▸ **Collected data**

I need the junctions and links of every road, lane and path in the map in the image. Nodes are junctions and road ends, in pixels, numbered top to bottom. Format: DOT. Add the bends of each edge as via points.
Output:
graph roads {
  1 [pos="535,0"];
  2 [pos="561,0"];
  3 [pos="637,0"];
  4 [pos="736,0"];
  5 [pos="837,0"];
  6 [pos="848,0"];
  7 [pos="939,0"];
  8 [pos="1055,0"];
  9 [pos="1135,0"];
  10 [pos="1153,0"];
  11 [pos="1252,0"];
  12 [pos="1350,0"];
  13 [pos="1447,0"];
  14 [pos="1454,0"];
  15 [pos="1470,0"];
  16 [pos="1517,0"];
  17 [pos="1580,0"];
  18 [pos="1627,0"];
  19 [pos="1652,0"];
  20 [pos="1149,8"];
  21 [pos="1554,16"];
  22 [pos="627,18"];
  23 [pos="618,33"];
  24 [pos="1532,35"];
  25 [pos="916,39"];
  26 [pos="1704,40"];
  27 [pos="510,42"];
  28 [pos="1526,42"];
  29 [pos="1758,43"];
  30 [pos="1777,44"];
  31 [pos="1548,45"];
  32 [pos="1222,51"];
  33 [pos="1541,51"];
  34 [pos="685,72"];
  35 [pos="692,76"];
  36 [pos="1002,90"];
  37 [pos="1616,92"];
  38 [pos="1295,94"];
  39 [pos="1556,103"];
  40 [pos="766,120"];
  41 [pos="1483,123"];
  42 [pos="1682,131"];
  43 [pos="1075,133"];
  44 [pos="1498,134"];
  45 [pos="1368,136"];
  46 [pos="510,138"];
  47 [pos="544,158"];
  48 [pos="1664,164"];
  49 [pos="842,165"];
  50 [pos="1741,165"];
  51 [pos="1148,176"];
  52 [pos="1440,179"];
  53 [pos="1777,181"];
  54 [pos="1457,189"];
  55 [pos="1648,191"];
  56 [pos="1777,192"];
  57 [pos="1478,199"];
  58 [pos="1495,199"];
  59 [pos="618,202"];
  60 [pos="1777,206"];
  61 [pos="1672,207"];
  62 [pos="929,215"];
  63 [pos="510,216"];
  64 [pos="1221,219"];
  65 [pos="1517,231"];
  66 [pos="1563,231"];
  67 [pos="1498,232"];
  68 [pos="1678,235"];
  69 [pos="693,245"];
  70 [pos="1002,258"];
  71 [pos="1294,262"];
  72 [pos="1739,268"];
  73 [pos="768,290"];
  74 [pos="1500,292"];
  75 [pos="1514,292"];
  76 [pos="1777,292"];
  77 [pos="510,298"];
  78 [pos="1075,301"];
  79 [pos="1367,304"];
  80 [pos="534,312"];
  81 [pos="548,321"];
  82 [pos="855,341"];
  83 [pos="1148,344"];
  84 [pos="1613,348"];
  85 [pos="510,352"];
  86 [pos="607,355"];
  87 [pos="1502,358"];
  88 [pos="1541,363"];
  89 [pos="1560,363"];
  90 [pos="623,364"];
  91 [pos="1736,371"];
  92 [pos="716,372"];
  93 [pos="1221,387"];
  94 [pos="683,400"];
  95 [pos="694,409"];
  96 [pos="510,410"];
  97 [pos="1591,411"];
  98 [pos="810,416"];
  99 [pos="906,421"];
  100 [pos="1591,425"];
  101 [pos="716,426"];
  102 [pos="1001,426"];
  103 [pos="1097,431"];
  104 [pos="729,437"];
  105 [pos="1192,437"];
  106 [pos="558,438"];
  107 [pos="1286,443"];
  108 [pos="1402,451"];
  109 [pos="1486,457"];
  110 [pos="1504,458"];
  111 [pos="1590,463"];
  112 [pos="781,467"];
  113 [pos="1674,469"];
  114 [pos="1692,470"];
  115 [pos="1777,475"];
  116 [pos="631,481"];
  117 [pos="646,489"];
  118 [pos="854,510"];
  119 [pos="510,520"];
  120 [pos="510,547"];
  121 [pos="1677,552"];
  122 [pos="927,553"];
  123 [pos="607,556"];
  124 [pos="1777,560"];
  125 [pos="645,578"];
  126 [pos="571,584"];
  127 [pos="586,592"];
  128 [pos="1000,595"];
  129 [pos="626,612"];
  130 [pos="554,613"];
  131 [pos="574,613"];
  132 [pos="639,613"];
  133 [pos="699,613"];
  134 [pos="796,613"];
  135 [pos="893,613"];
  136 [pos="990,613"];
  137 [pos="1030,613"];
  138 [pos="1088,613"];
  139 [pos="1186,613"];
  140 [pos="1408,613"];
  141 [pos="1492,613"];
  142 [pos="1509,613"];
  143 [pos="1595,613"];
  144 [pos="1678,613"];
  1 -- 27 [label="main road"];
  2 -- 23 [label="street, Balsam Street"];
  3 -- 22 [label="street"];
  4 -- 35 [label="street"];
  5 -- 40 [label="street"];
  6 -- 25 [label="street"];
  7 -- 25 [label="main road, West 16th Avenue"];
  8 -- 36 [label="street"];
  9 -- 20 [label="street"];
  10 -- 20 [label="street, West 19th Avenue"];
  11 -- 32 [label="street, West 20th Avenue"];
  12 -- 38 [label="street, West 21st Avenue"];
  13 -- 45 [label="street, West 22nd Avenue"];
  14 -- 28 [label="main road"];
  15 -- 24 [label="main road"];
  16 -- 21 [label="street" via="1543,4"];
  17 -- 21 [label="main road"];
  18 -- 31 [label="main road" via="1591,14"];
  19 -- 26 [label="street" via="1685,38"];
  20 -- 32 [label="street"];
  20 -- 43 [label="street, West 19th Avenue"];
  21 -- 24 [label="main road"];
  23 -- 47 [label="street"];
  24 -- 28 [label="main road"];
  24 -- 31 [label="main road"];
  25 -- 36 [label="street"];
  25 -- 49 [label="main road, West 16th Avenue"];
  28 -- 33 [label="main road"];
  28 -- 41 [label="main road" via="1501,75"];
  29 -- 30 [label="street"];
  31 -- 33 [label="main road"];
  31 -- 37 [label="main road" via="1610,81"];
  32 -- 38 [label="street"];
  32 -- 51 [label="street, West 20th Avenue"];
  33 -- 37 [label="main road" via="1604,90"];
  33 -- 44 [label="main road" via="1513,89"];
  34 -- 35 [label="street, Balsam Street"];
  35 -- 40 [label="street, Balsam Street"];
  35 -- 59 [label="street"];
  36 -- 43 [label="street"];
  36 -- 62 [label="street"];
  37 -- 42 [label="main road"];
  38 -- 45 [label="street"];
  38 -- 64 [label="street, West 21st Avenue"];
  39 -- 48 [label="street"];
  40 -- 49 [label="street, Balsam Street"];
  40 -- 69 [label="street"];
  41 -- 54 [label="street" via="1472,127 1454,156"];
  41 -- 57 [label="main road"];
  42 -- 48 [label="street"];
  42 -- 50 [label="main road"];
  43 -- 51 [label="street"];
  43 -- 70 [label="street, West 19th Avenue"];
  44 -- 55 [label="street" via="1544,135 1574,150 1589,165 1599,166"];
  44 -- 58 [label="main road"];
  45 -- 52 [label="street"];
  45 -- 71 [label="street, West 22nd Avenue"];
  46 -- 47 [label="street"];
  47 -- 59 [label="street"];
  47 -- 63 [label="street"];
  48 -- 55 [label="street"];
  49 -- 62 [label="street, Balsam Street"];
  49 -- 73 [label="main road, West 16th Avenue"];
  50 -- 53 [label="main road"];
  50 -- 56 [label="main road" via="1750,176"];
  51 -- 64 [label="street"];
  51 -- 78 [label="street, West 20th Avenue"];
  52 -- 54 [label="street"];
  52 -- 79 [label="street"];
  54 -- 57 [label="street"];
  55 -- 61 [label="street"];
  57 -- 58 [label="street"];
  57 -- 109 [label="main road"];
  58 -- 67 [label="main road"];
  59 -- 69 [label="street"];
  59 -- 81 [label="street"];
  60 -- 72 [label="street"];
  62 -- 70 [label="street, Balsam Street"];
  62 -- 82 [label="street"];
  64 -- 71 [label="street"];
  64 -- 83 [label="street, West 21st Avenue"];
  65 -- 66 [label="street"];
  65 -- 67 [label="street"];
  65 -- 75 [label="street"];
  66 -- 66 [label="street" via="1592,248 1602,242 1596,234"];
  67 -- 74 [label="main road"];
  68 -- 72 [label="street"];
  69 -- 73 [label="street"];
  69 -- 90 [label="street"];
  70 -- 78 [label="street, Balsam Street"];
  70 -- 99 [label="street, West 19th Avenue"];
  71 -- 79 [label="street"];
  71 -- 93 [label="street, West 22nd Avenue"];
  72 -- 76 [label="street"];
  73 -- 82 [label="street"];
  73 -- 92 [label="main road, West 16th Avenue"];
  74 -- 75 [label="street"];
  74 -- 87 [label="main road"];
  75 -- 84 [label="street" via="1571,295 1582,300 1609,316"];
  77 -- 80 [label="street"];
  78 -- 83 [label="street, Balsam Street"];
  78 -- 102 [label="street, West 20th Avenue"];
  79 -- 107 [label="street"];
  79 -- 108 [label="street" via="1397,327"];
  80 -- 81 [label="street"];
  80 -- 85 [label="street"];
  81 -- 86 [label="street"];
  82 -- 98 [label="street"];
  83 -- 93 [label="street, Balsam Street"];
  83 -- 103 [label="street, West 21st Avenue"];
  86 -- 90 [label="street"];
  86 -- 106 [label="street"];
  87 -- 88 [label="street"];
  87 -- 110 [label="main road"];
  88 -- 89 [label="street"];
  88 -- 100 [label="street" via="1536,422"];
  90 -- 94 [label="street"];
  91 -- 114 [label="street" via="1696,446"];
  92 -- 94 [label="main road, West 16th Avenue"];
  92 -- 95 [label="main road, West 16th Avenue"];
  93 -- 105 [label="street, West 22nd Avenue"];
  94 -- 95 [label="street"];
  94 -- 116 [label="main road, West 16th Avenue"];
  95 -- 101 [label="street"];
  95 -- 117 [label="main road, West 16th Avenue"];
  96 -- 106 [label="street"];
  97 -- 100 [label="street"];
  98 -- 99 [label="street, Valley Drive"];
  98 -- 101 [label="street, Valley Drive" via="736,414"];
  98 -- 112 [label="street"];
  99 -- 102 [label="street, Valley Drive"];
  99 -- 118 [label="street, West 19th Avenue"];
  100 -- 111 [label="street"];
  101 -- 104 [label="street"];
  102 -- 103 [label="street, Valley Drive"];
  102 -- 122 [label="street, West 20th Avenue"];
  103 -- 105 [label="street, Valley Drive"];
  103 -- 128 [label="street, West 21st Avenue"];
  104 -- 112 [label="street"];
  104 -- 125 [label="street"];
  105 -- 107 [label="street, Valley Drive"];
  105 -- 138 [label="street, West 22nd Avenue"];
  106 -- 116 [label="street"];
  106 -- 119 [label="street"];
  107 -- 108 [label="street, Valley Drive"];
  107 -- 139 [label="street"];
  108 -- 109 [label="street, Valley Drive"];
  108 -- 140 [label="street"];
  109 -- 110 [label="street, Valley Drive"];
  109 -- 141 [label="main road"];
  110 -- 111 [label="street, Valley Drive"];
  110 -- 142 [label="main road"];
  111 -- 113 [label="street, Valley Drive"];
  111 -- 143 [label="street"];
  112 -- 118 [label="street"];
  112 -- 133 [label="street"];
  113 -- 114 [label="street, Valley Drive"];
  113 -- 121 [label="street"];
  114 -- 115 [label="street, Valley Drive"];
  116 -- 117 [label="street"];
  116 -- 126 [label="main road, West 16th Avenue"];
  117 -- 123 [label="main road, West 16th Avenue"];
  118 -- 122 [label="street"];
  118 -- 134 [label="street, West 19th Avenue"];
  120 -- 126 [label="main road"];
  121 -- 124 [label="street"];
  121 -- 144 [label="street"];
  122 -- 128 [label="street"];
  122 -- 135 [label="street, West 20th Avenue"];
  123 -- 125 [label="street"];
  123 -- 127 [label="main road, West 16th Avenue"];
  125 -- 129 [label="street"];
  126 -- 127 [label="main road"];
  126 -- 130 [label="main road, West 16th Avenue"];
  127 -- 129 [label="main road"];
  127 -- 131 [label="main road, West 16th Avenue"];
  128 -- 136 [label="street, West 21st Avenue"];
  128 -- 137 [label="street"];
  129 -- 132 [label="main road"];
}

▸ **PROBLEM DETAILS**
Reproduce each line from the data that has "Balsam" in it.

▸ **SOLUTION TO THIS TASK**
  2 -- 23 [label="street, Balsam Street"];
  34 -- 35 [label="street, Balsam Street"];
  35 -- 40 [label="street, Balsam Street"];
  40 -- 49 [label="street, Balsam Street"];
  49 -- 62 [label="street, Balsam Street"];
  62 -- 70 [label="street, Balsam Street"];
  70 -- 78 [label="street, Balsam Street"];
  78 -- 83 [label="street, Balsam Street"];
  83 -- 93 [label="street, Balsam Street"];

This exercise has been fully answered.